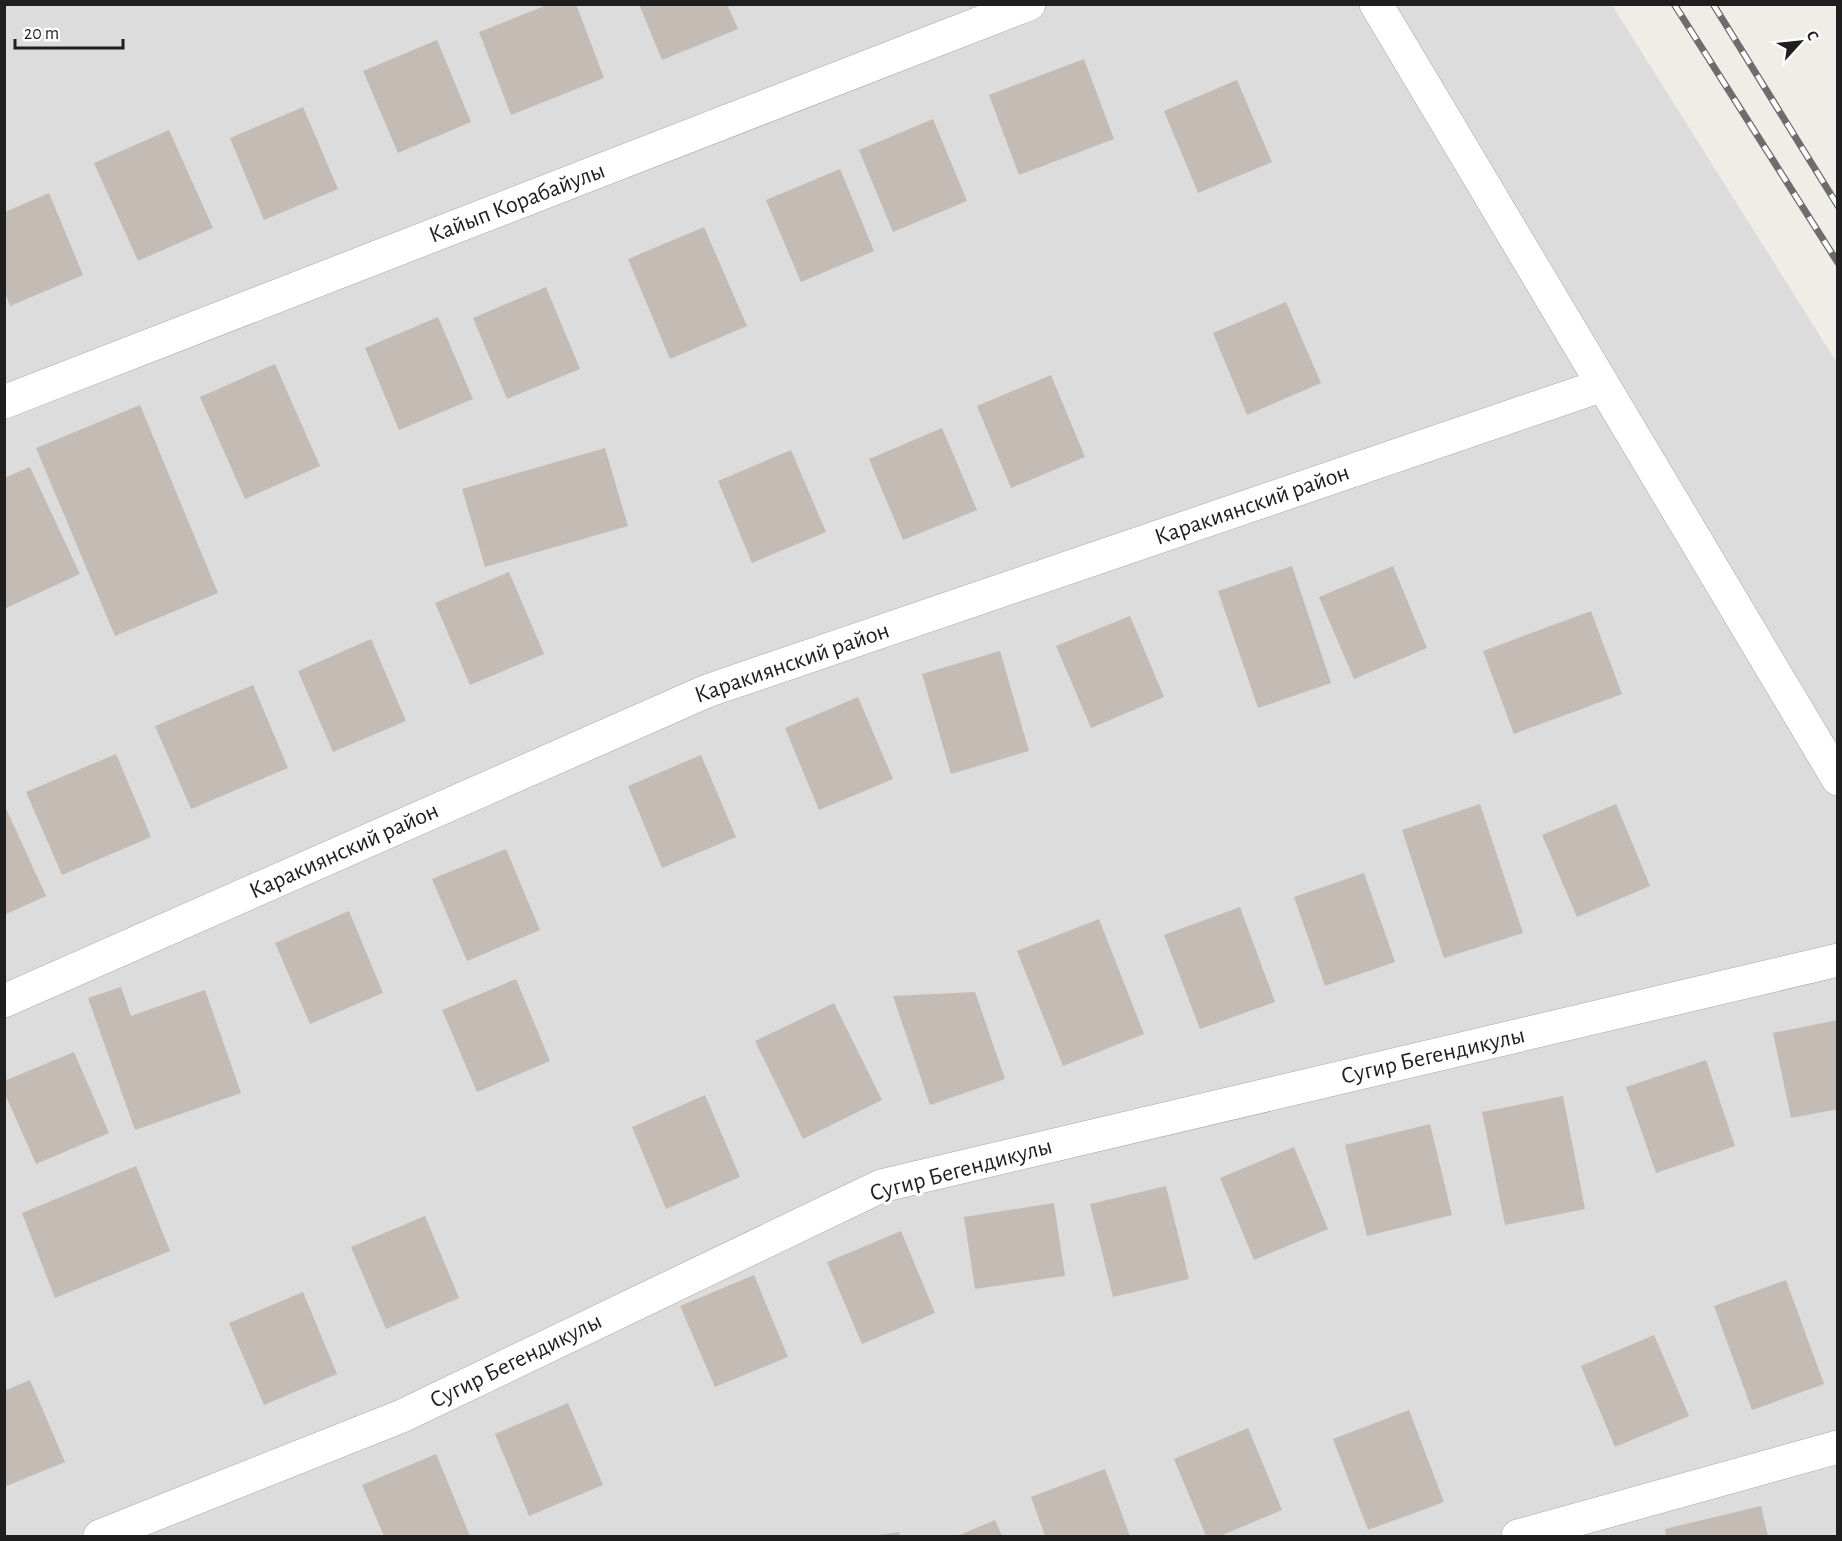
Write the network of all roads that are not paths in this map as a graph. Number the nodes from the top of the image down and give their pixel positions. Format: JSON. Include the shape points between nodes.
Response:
{"nodes":[{"id":1,"x":1029,"y":4,"type":"edge"},
{"id":2,"x":1376,"y":4,"type":"edge"},
{"id":3,"x":1603,"y":385,"type":"junction"},
{"id":4,"x":4,"y":402,"type":"edge"},
{"id":5,"x":1838,"y":779,"type":"edge"},
{"id":6,"x":1838,"y":960,"type":"edge"},
{"id":7,"x":4,"y":1001,"type":"edge"},
{"id":8,"x":1838,"y":1448,"type":"edge"},
{"id":9,"x":100,"y":1536,"type":"edge"},
{"id":10,"x":1518,"y":1536,"type":"edge"}],
"edges":[{"from":1,"to":4,"type":"street","name":"Кайып Корабайулы"},
{"from":2,"to":3,"type":"street"},
{"from":3,"to":5,"type":"street"},
{"from":3,"to":7,"type":"street","name":"Каракиянский район","via":[[707,691]]},
{"from":6,"to":9,"type":"street","name":"Сугир Бегендикулы","via":[[880,1186],[402,1416]]},
{"from":8,"to":10,"type":"street"}]}
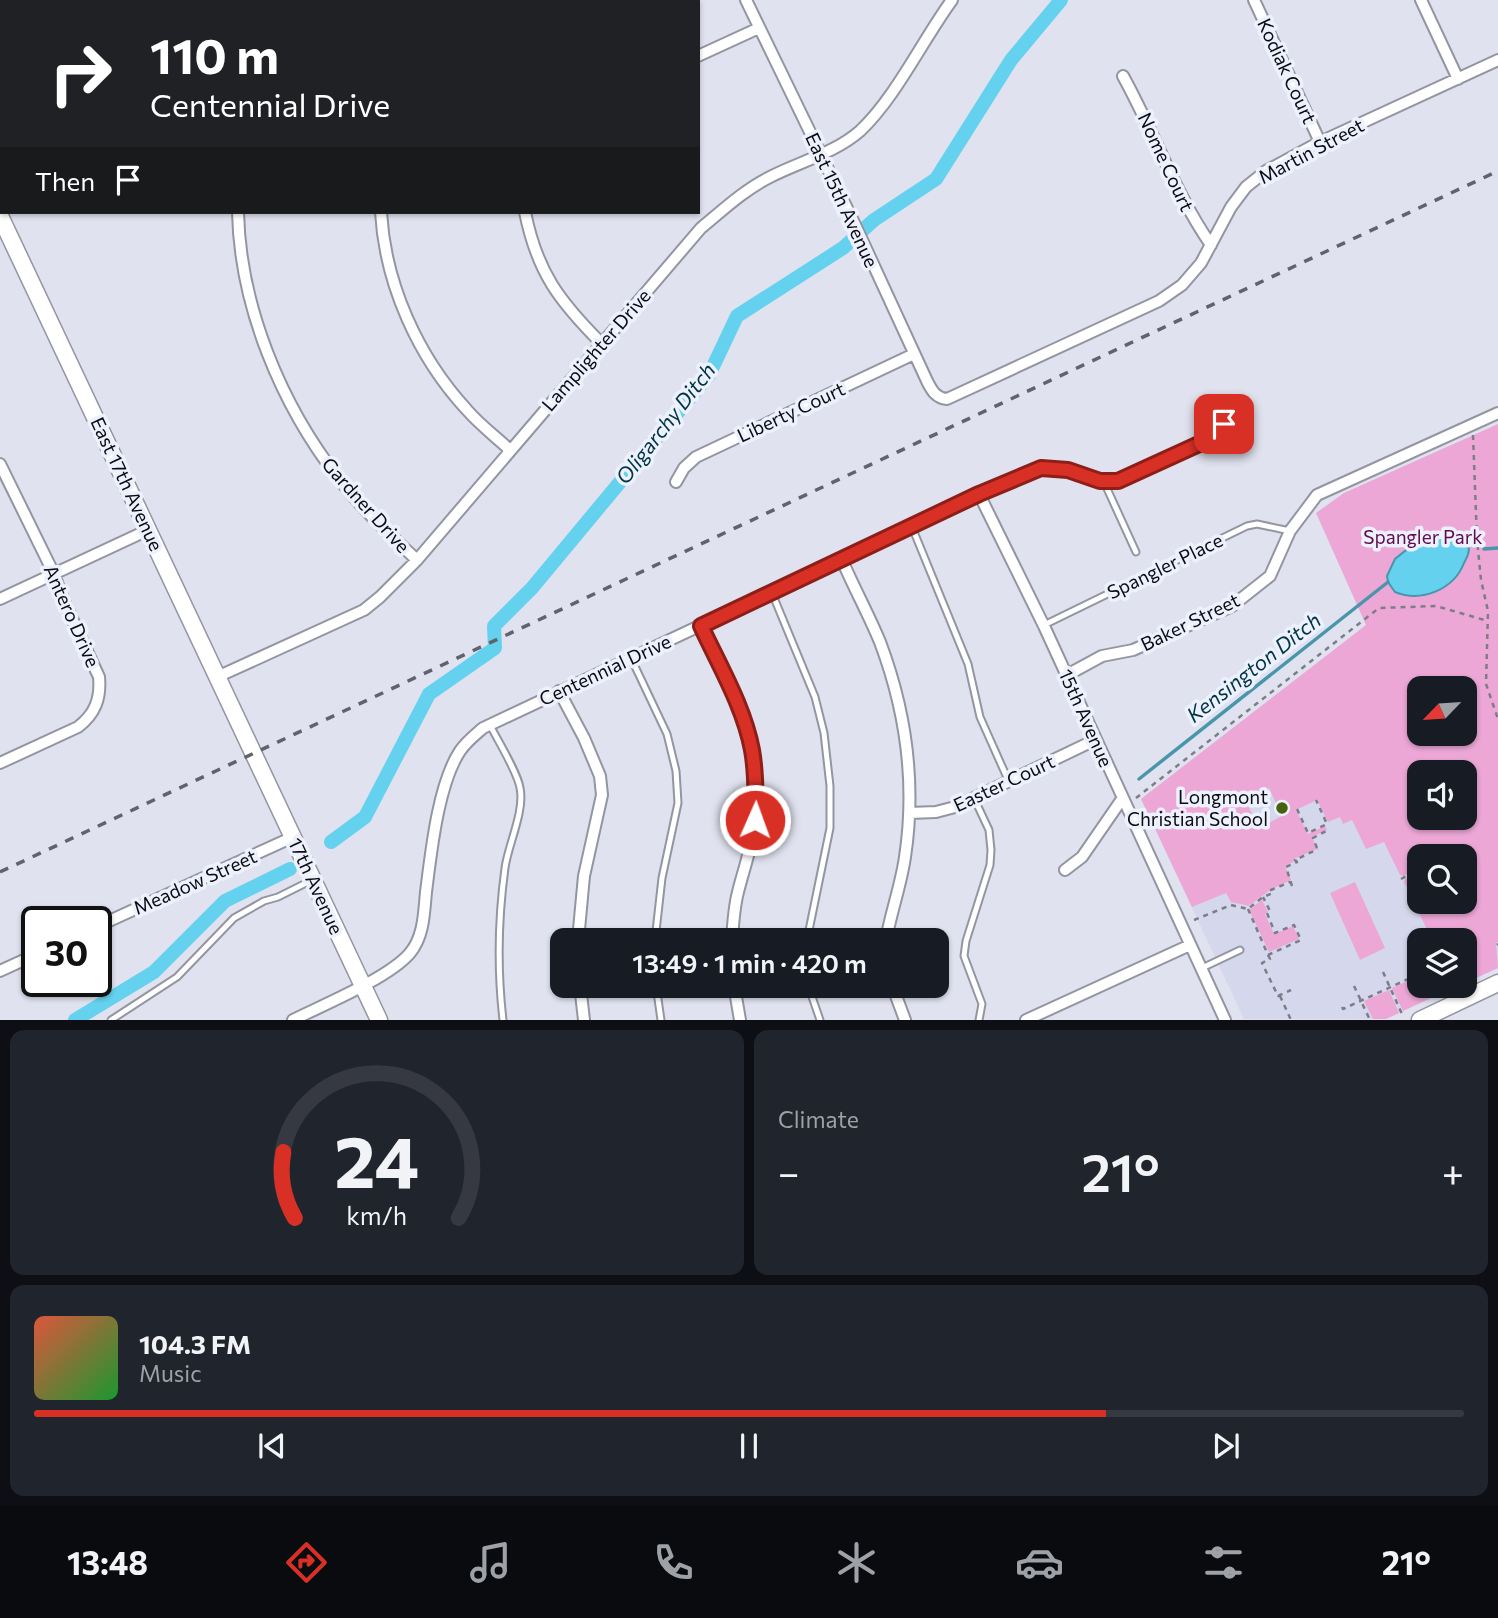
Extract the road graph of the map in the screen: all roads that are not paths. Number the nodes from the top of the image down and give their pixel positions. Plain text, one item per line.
1 (746, 0) edge
2 (1254, 0) edge
3 (1421, 0) edge
4 (947, 2) edge
5 (759, 28) junction
6 (700, 55) edge
7 (1498, 60) edge
8 (1123, 76) dead end
9 (1458, 79) junction
10 (1320, 142) junction
11 (821, 154) junction
12 (239, 214) edge
13 (381, 214) edge
14 (525, 214) edge
15 (0, 216) edge
16 (1211, 245) junction
17 (602, 344) junction
18 (914, 354) junction
19 (940, 398) joint
20 (1498, 413) edge
21 (1224, 424) dead end
22 (510, 450) junction
23 (0, 464) edge
24 (676, 482) dead end
25 (1104, 482) junction
26 (979, 494) junction
27 (912, 527) junction
28 (148, 530) junction
29 (1290, 531) junction
30 (1136, 552) dead end
31 (417, 560) junction
32 (842, 560) junction
33 (54, 574) junction
34 (772, 593) junction
35 (0, 599) edge
36 (701, 626) junction
37 (1044, 626) junction
38 (631, 658) junction
39 (1067, 675) junction
40 (218, 677) junction
41 (559, 691) junction
42 (490, 725) junction
43 (1095, 740) junction
44 (254, 753) joint
45 (0, 763) edge
46 (1009, 782) junction
47 (974, 798) junction
48 (1124, 802) junction
49 (909, 814) junction
50 (293, 837) junction
51 (1065, 870) dead end
52 (313, 880) junction
53 (112, 920) edge
54 (579, 928) edge
55 (656, 928) edge
56 (733, 928) edge
57 (809, 928) edge
58 (889, 928) edge
59 (1190, 945) junction
60 (1240, 950) dead end
61 (21, 961) edge
62 (1202, 968) junction
63 (0, 971) edge
64 (1498, 982) edge
65 (362, 985) junction
66 (581, 998) edge
67 (658, 998) edge
68 (736, 998) edge
69 (812, 998) edge
70 (897, 998) edge
71 (111, 1020) edge
72 (293, 1020) edge
73 (379, 1020) edge
74 (503, 1020) edge
75 (584, 1020) edge
76 (662, 1020) edge
77 (740, 1020) edge
78 (820, 1020) edge
79 (905, 1020) edge
80 (979, 1020) edge
81 (1026, 1020) edge
82 (1226, 1020) edge
83 (1420, 1020) edge

1 - 5 street, East 15th Avenue
2 - 10 street, Kodiak Court
3 - 9 street
4 - 11 street, Lamplighter Drive
5 - 6 street
5 - 11 street, East 15th Avenue
7 - 9 street, Martin Street
8 - 16 street, Nome Court
9 - 10 street, Martin Street
10 - 16 street, Martin Street
11 - 17 street, Lamplighter Drive
11 - 18 street, East 15th Avenue
12 - 31 street, Gardner Drive
13 - 22 street
14 - 17 street
15 - 28 main road, East 17th Avenue
16 - 19 street, Martin Street
17 - 22 street, Lamplighter Drive
18 - 19 street, East 15th Avenue
18 - 24 street, Liberty Court
20 - 29 street, Baker Street
21 - 25 street
22 - 31 street, Lamplighter Drive
23 - 33 street, Antero Drive
25 - 26 street, Centennial Drive
25 - 30 lane
26 - 27 street, Centennial Drive
26 - 37 street, 15th Avenue
27 - 32 street, Centennial Drive
27 - 46 lane
28 - 33 street
28 - 40 main road, East 17th Avenue
29 - 37 lane, Spangler Place
29 - 39 street, Baker Street
31 - 40 street, Lamplighter Drive
32 - 34 street, Centennial Drive
32 - 49 street
33 - 35 street
33 - 45 street, Antero Drive
34 - 36 street, Centennial Drive
34 - 57 lane
36 - 38 street, Centennial Drive
36 - 56 street
37 - 39 street, 15th Avenue
38 - 41 street, Centennial Drive
38 - 55 lane
39 - 43 street, 15th Avenue
40 - 44 main road, East 17th Avenue
41 - 42 street, Centennial Drive
41 - 54 street
42 - 65 street, Centennial Drive
42 - 74 lane
43 - 46 street, Easter Court
43 - 48 street, 15th Avenue
44 - 50 main road, 17th Avenue
46 - 47 street, Easter Court
47 - 49 street, Easter Court
47 - 80 lane
48 - 51 street
48 - 59 street, 15th Avenue
49 - 58 street
50 - 52 main road, 17th Avenue
50 - 53 street, Meadow Street
52 - 65 main road, 17th Avenue
52 - 71 lane
59 - 62 street, 15th Avenue
59 - 81 street
60 - 62 lane
61 - 63 street
62 - 82 street, 15th Avenue
64 - 83 main road
65 - 72 street, Centennial Drive
65 - 73 main road, 17th Avenue
66 - 75 street
67 - 76 lane
68 - 77 street
69 - 78 lane
70 - 79 street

WHAT IS REQUIRED> Whenever the string "main" shows up in a line of the records, copy that line.

ANSWER SECTION>
15 - 28 main road, East 17th Avenue
28 - 40 main road, East 17th Avenue
40 - 44 main road, East 17th Avenue
44 - 50 main road, 17th Avenue
50 - 52 main road, 17th Avenue
52 - 65 main road, 17th Avenue
64 - 83 main road
65 - 73 main road, 17th Avenue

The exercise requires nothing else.